To estimate the cost of those ER visits, we used data on emergency services cost estimates from the Texas Department of Insurance’s website https://texashealthcarecosts.org/. These data show the average claim amounts for emergency services in the Houston region (770** zip codes) based on 2019 claims data. The data is also broken down by the severity of the ER visit (Low, Moderate, and High severity).
The table below shows the results from our cost-savings analysis. When we applied the model to the C3 client population (91 total clients), the estimated cost savings related to a reduction in ER visits ranged from $21,000-$55,000, depending on the severity.

Expanding care coordinator in Houston could to 1,000 patients could save over half a million dollars.
Expanding the program could yield significant savings.

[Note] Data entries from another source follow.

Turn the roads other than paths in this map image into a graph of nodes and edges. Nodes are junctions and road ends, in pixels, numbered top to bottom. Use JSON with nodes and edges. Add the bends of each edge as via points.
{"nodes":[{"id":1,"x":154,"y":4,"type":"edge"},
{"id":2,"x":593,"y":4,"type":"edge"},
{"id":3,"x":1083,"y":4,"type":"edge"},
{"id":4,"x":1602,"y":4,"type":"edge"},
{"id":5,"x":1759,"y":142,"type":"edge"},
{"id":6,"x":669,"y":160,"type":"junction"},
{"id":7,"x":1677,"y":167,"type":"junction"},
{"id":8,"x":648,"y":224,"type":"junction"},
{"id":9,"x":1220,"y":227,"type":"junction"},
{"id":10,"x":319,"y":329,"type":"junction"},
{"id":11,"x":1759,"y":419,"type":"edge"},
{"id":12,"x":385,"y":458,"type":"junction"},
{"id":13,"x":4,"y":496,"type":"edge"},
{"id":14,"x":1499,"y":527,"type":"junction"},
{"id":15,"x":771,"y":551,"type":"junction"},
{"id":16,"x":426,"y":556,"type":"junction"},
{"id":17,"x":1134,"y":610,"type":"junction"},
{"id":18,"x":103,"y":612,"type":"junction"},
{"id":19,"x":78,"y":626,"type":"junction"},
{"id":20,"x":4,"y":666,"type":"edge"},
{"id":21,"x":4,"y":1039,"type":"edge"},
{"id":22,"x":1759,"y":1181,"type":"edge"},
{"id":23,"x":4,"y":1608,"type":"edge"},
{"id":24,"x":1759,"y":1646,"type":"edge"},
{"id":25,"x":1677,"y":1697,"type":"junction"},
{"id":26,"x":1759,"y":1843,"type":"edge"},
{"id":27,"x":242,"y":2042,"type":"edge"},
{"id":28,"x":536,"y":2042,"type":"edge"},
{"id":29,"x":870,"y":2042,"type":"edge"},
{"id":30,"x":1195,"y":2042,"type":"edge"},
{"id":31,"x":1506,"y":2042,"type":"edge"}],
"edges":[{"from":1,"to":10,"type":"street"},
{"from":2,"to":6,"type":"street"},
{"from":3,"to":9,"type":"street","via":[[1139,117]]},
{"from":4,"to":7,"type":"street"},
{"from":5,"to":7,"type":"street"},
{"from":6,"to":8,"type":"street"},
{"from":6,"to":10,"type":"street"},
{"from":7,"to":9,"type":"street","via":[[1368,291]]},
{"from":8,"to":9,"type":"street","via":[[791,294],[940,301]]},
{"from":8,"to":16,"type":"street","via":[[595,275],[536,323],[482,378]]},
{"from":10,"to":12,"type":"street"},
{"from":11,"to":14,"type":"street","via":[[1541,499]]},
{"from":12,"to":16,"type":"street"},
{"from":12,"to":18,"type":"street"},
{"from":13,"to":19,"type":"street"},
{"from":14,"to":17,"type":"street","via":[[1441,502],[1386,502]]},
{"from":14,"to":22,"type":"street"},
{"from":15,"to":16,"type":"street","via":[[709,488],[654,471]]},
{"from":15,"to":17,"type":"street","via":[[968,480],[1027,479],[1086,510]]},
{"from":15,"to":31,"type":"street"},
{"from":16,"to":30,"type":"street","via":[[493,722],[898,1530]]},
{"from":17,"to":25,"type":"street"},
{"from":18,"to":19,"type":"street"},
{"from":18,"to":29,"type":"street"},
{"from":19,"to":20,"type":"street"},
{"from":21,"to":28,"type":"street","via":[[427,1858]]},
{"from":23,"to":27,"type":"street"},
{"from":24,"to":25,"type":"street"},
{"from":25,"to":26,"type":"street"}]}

In the second and third columns, we show the potential savings if the program had reached its original goal of 300 clients and if it was expanded to include 1,000 clients, assuming a similar average reduction in ER visits. In the 1,000-client scenario, the cost savings range from $236,000 to nearly $600,000.
The total cost savings from care coordination are likely much larger. Paying a premium for emergency care visits increase the overall costs of health care and health insurance for everyone.
5. Data interoperability is how Houston will level up
To facilitate care coordination among partners, the C3 program provided partner organizations with access to a shared client data platform called ClientTrack. In general, care coordinators and providers liked the platform and found it helpful in serving their clients.
Still, even with this system, the C3 program was not able to overcome one of the central challenges to care coordination: duplicate data entry that discourages providers from sharing data.
No matter how helpful ClientTrack was for the C3 program, participating organizations all have their own client databases and systems that they still need to maintain. When serving a C3 client, partners had to record client information, interactions, and services in two (or more) systems.
Ideally, any care coordination effort should reduce the amount of data entry. Future care coordination platforms and efforts need to overcome this barrier by funding providers to invest in the technical resources to make their systems interoperable.
In addition to double data entry, partner organizations also have different data standards and classifications that need to be reconciled. For instance, organizations record race-ethnicity of clients differently based on different funder requirements. They also have different names and categories for the many activities and services they provide.
Harmonizing these data across providers is no easy task. Offering organizations a technical resource to write data transformation scripts would significantly reduce the effort organizations need to regularly prepare data for ingestion. For partner organizations with compatible systems, a technical resource could help connect their internal system directly to the care coordination platform using an API.